Debt. What about the debt (OMB, Table 7.1)? It barely budged, and it actually edged downward a bit. The federal debt held by the public was 36.8% of GDP in 2004 and 36.2% in 2007. The previous fifty-year average was 37.0%. The debt was below that for all four years of 2004-07. As with most other measures of budgeting, the levels were to the good side of average and trending in a better direction while Republicans wrote budgets.

The FY2007 budget was about as white-bread average as it gets, and even a tad to the good side. Not only were the numbers themselves close to average, but the trends were fairly level and, if anything, showed positive signs: rising revenues, falling spending, falling deficits, and falling debt.

So much for the federal budget. What about the economy itself?

Unemployment. Over the months corresponding to those fiscal years, 2004-07, the unemployment rate averaged 5.0% and hit a low of 4.4% in March of 2007. Even though FY2007 corresponded to a budget written by Republicans, the new Democrat-controlled Congress increased the minimum wage in May 2007. By that September, unemployment crept up to 4.7% and would go above 5.0% by the end of calendar 2007. We have not seen anything that low since, "despite" two more minimum-wage increases.

Jobs. At the end of FY2007 (September), the economy was producing 137,667,000 jobs. Four years before (September 2003), there were only 129,925,000. That is, over 7.7 million jobs were added in those four all-GOP years. We now stand at 130,311,000 jobs -- a loss of 7.4 million jobs since Republicans lost Congress.

Gross Domestic Product. Real GDP grew at an annual rate of 2.7% over those four fiscal years. In FY2007, it grew 2.3%. While these are not superlative numbers, they match the standard conservative estimate of 2.5% growth for a nominal year. Over those four years, the rate was between 2.2% and 3.1% for any one year, indicating both strength and stability. Economic growth was what one would call "sustainable."

The Stock Market. The last day of FY2003, the S&P 500 would close at 996. Four years later, it would close at 1527. It reached its all-time high in October 2007: 1576. That is more than a 50% gain in those four years. Since then, it has lost over 30%, standing barely above its close in FY2003.

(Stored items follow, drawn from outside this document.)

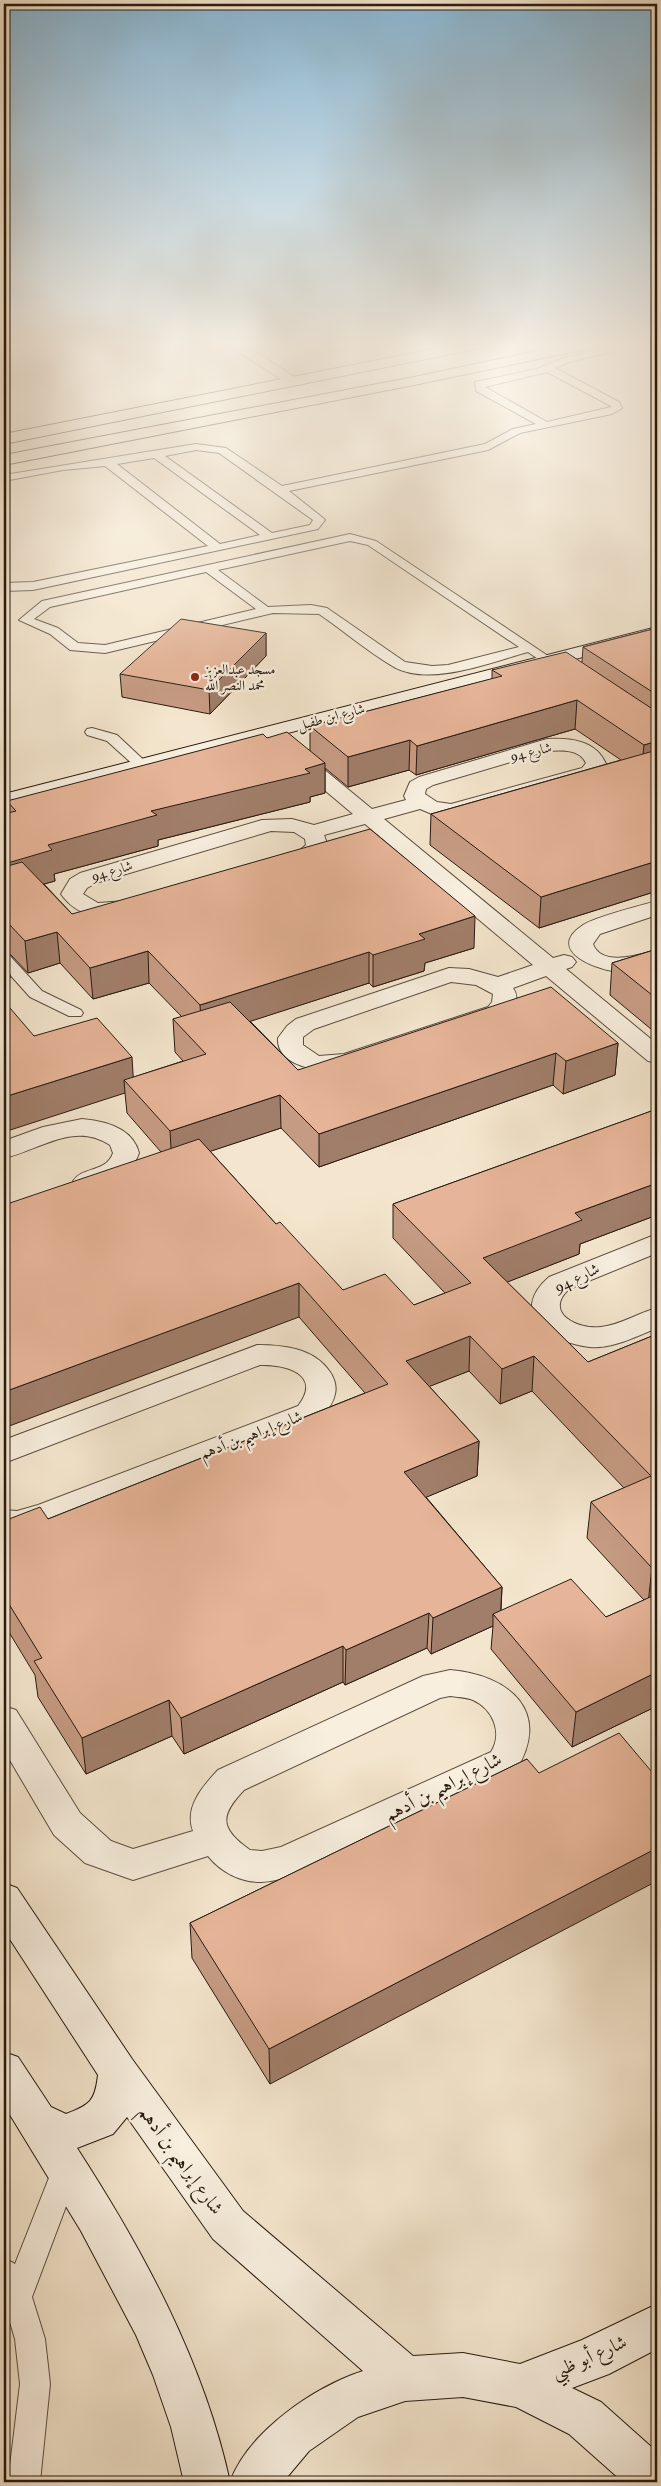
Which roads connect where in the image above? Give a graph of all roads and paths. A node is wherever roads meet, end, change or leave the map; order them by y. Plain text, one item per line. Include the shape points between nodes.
1 (130, 459) edge
2 (163, 459) edge
3 (234, 459) edge
4 (430, 459) edge
5 (108, 463) junction
6 (4, 478) edge
7 (280, 490) junction
8 (270, 537) junction
9 (218, 548) junction
10 (208, 567) junction
11 (4, 587) edge
12 (266, 611) junction
13 (657, 632) edge
14 (529, 648) junction
15 (493, 657) junction
16 (548, 660) junction
17 (512, 670) junction
18 (572, 676) edge
19 (92, 732) dead end
20 (268, 733) junction
21 (142, 765) junction
22 (4, 800) edge
23 (422, 802) junction
24 (368, 817) junction
25 (311, 832) junction
26 (657, 908) edge
27 (588, 954) junction
28 (657, 956) edge
29 (4, 959) edge
30 (550, 967) junction
31 (497, 985) junction
32 (75, 1013) dead end
33 (657, 1056) edge
34 (4, 1150) edge
35 (67, 1187) edge
36 (657, 1243) edge
37 (657, 1317) edge
38 (4, 1452) edge
39 (4, 1521) edge
40 (4, 1720) edge
41 (214, 1839) junction
42 (4, 1899) edge
43 (4, 2070) edge
44 (118, 2072) junction
45 (36, 2120) junction
46 (66, 2169) junction
47 (10, 2284) edge
48 (657, 2326) edge
49 (405, 2379) junction
50 (520, 2386) junction
51 (24, 2482) edge
52 (206, 2482) edge
53 (253, 2482) edge
54 (650, 2482) edge

1 - 5 lane
2 - 8 lane
3 - 7 lane
4 - 7 lane
5 - 6 lane
5 - 9 lane
7 - 8 lane via 319,520 314,527
8 - 9 lane
9 - 11 lane via 33,586
10 - 12 lane
10 - 12 lane via 46,604 25,620 54,631 75,647 105,649
10 - 14 lane via 340,537 359,538 372,543
12 - 15 lane via 292,608 323,611 400,665 413,670 443,670
13 - 16 street, شارع ابن طفيل
14 - 15 lane
14 - 16 lane
15 - 17 lane
16 - 17 street, شارع ابن طفيل
16 - 18 lane
17 - 20 street, شارع ابن طفيل
19 - 21 lane via 112,738
20 - 21 street, شارع ابن طفيل
20 - 24 street
21 - 22 street, شارع ابن طفيل
23 - 23 street, شارع 94 via 439,810 470,807 590,772 596,764 595,758 579,748 547,745 426,781 414,792
23 - 24 street
24 - 25 street
24 - 30 street
25 - 25 street, شارع 94 via 289,825 270,825 88,878 78,884 72,894 95,910 129,907 308,855 317,846
26 - 27 street via 592,929 580,942
27 - 28 street via 602,962 625,965
27 - 30 street
29 - 32 lane via 36,994
30 - 31 street
30 - 33 street
31 - 31 street via 471,975 449,975 304,1024 294,1031 289,1044 308,1061 332,1064 353,1059 496,1012 505,1001 504,993
34 - 35 street via 71,1128 110,1132 120,1139 126,1150 120,1166 113,1172
36 - 37 street, شارع 94 via 559,1283 548,1293 544,1303 552,1320 570,1333 581,1336 598,1338
38 - 39 street, شارع إبراهيم بن أدهم via 256,1355 283,1355 301,1361 322,1383 322,1396 309,1413 45,1515 17,1522
40 - 41 street via 67,1824 98,1852 133,1865
41 - 41 street, شارع إبراهيم بن أدهم via 234,1860 247,1865 269,1867 301,1856 503,1762 515,1739 514,1722 503,1704 487,1691 466,1684 435,1685 231,1780 215,1795 207,1812 207,1823
42 - 44 street, شارع إبراهيم بن أدهم
43 - 45 street
44 - 45 street via 115,2101 99,2121 65,2133
44 - 49 street, شارع إبراهيم بن أدهم via 228,2226
45 - 46 street
46 - 47 lane
46 - 52 street via 129,2274 167,2351 200,2446
47 - 51 lane via 30,2339 35,2384
48 - 50 street, شارع أبو ظبي via 592,2358
49 - 50 street via 463,2375
49 - 53 street via 346,2399 293,2435
50 - 54 street via 585,2418 641,2468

Putting It Together. If we send ourselves back to the end of 2007, forgetting what we know about what came after, it had all the features of an ideal year: responsible budgeting, manageable debt, and good, solid economic growth. All budget and economic numbers were about average or to the good side of average, and generally trending in positive directions.

The Bush tax cuts did not hurt revenue. The Iraq and Afghanistan wars had relatively minor impact on the budgets. All the things normally blamed on Bush were simply not in play.

And no matter how much you want to blame Bush for what happened after 2007, you cannot moan about "the last eight years" or "the last decade." Up through 2007, or through seven of Bush's eight years, things were just fine.

That is to say that if you were the pilot of Flight USA and looking at your cockpit dials in 2007, you would have said "all systems nominal." And all this after Captain Bush fought off the hijackers shortly after takeoff and the craft's altitude plunged dangerously until righted, again by Captain Bush.

But Captain Bush did not just engage autopilot and put his feet up. All along, he had doubts about some systems not adequately monitored by his cockpit gauges. He had asked his mechanics to look into Fannie Mae and Freddie Mac and the regulation of sophisticated mortgage-backed investments. But the Democrats in his machine shop told him Fannie and Freddie were just fine and he was a stupid pilot for even asking the question.

And that's about where 2007 ended, except for one more thing. The entire crew of Flight USA, except for Captain Bush, was switched out about then. For the remainder of the flight, Captain Bush would try to pilot his craft through hostile weather with an incompetent and hostile crew -- the same crew who told him not to worry about Fannie and Freddie. The passengers would soon revolt as well and replace Captain Bush with the least experienced airline employee on board, one with no actual pilot experience -- a flight attendant with very good passenger rapport.